MATERIAL PROVIDED Block Start

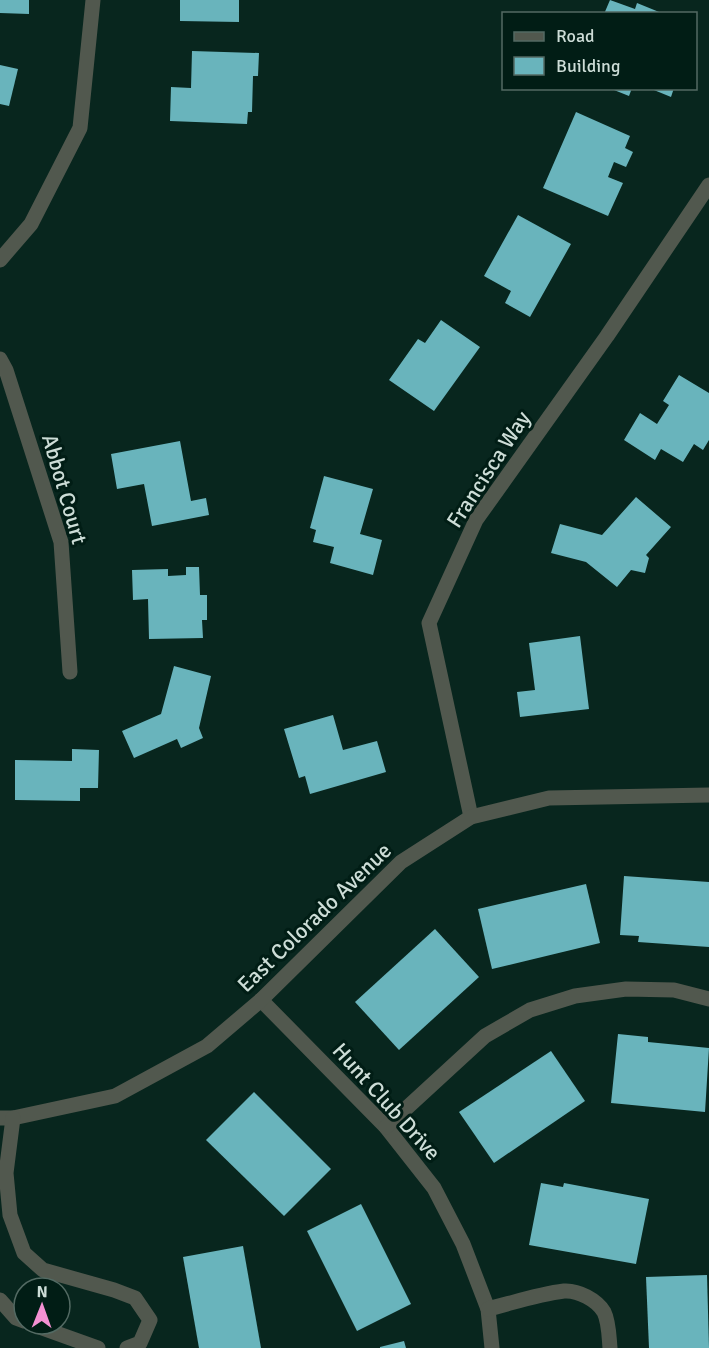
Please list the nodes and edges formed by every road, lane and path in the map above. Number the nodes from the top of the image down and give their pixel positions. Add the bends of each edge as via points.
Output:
1 (93, 0) edge
2 (709, 184) edge
3 (0, 260) edge
4 (0, 358) edge
5 (70, 672) dead end
6 (709, 795) edge
7 (471, 817) junction
8 (709, 999) edge
9 (261, 1000) junction
10 (7, 1118) edge
11 (386, 1126) junction
12 (0, 1300) edge
13 (488, 1309) junction
14 (12, 1314) edge
15 (64, 1336) edge
16 (98, 1348) edge
17 (127, 1348) edge
18 (492, 1348) edge
19 (610, 1348) edge

1 - 3 street via 80,128 32,224
2 - 7 street, Francisca Way via 476,520 429,623
4 - 5 street, Abbot Court via 61,542
6 - 7 street, East Colorado Avenue via 549,798
7 - 9 street, East Colorado Avenue via 401,862
8 - 11 street via 674,990 626,989 575,996 530,1010 485,1036
9 - 10 street, East Colorado Avenue via 207,1046 115,1096
9 - 11 street, Hunt Club Drive
10 - 17 street via 10,1215 24,1254 43,1270 135,1298 150,1320 140,1344
11 - 13 street, Hunt Club Drive via 434,1188 463,1244
12 - 14 street
13 - 18 street, Hunt Club Drive
13 - 19 street via 566,1291 582,1295 604,1312
15 - 16 street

MATERIAL PROVIDED Block End

(DESCRIPTION OF THE TASK)
All of the records above should be reproduced exactly, with the pictures left out.

(OUTPUT FOR THIS EXERCISE)
Please list the nodes and edges formed by every road, lane and path in the map above. Number the nodes from the top of the image down and give their pixel positions. Add the bends of each edge as via points.
Output:
1 (93, 0) edge
2 (709, 184) edge
3 (0, 260) edge
4 (0, 358) edge
5 (70, 672) dead end
6 (709, 795) edge
7 (471, 817) junction
8 (709, 999) edge
9 (261, 1000) junction
10 (7, 1118) edge
11 (386, 1126) junction
12 (0, 1300) edge
13 (488, 1309) junction
14 (12, 1314) edge
15 (64, 1336) edge
16 (98, 1348) edge
17 (127, 1348) edge
18 (492, 1348) edge
19 (610, 1348) edge

1 - 3 street via 80,128 32,224
2 - 7 street, Francisca Way via 476,520 429,623
4 - 5 street, Abbot Court via 61,542
6 - 7 street, East Colorado Avenue via 549,798
7 - 9 street, East Colorado Avenue via 401,862
8 - 11 street via 674,990 626,989 575,996 530,1010 485,1036
9 - 10 street, East Colorado Avenue via 207,1046 115,1096
9 - 11 street, Hunt Club Drive
10 - 17 street via 10,1215 24,1254 43,1270 135,1298 150,1320 140,1344
11 - 13 street, Hunt Club Drive via 434,1188 463,1244
12 - 14 street
13 - 18 street, Hunt Club Drive
13 - 19 street via 566,1291 582,1295 604,1312
15 - 16 street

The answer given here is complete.